╭─ Source records

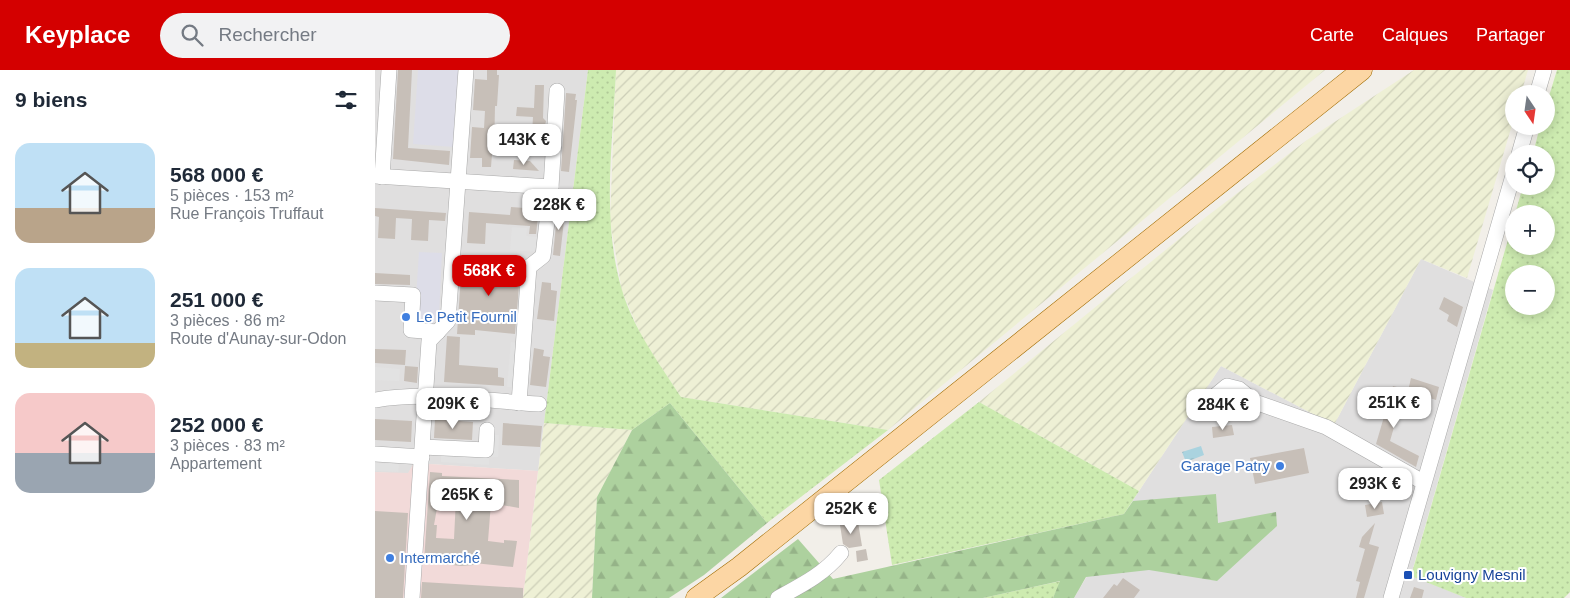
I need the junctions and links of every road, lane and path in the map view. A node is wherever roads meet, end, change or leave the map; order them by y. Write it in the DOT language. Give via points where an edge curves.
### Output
graph roads {
  1 [pos="389,70"];
  2 [pos="466,70"];
  3 [pos="1362,70"];
  4 [pos="1544,70"];
  5 [pos="1540,85"];
  6 [pos="557,91"];
  7 [pos="378,176"];
  8 [pos="459,181"];
  9 [pos="551,187"];
  10 [pos="1507,195"];
  11 [pos="375,293"];
  12 [pos="438,332"];
  13 [pos="426,397"];
  14 [pos="375,400"];
  15 [pos="1209,401"];
  16 [pos="519,403"];
  17 [pos="539,404"];
  18 [pos="487,430"];
  19 [pos="423,452"];
  20 [pos="375,454"];
  21 [pos="1423,482"];
  22 [pos="841,553"];
  23 [pos="412,598"];
  24 [pos="696,598"];
  25 [pos="778,598"];
  26 [pos="1391,598"];
  1 -- 7 [label="street"];
  2 -- 8 [label="street"];
  3 -- 24 [label="main road" via="755,555"];
  4 -- 5 [label="street"];
  6 -- 9 [label="street"];
  7 -- 8 [label="street"];
  8 -- 9 [label="street"];
  8 -- 12 [label="street" via="448,321"];
  9 -- 16 [label="street" via="543,256 529,267"];
  10 -- 21 [label="street"];
  11 -- 12 [label="street" via="413,295 411,330"];
  12 -- 13 [label="street" via="429,341"];
  13 -- 14 [label="street"];
  13 -- 16 [label="street"];
  13 -- 19 [label="street"];
  15 -- 21 [label="street" via="1227,386 1239,389 1255,402 1326,427"];
  16 -- 17 [label="street"];
  18 -- 19 [label="street" via="486,450"];
  19 -- 20 [label="street"];
  19 -- 23 [label="street"];
  21 -- 26 [label="street"];
  22 -- 25 [label="street" via="811,581"];
}
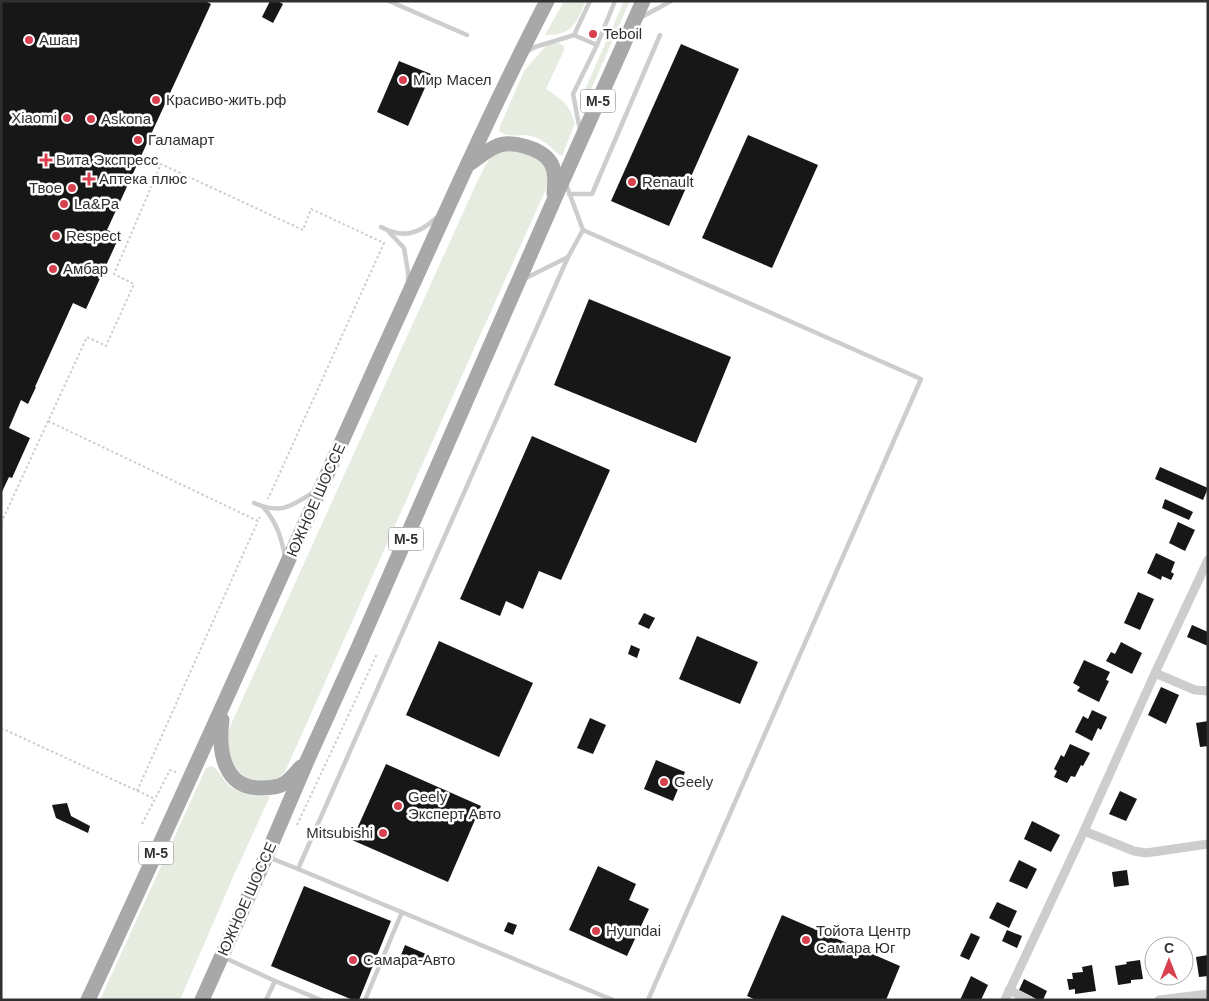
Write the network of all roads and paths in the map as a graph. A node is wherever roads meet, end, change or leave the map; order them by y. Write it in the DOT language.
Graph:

╰─

**Task statement**
Exactly the lines from the one containing "Write the network" to the last line of the entries above must be duplicated, with both of those lines included and nothing more.

**Reply to the task**
Write the network of all roads and paths in the map as a graph. A node is wherever roads meet, end, change or leave the map; order them by y. Write it in the DOT language.
Graph:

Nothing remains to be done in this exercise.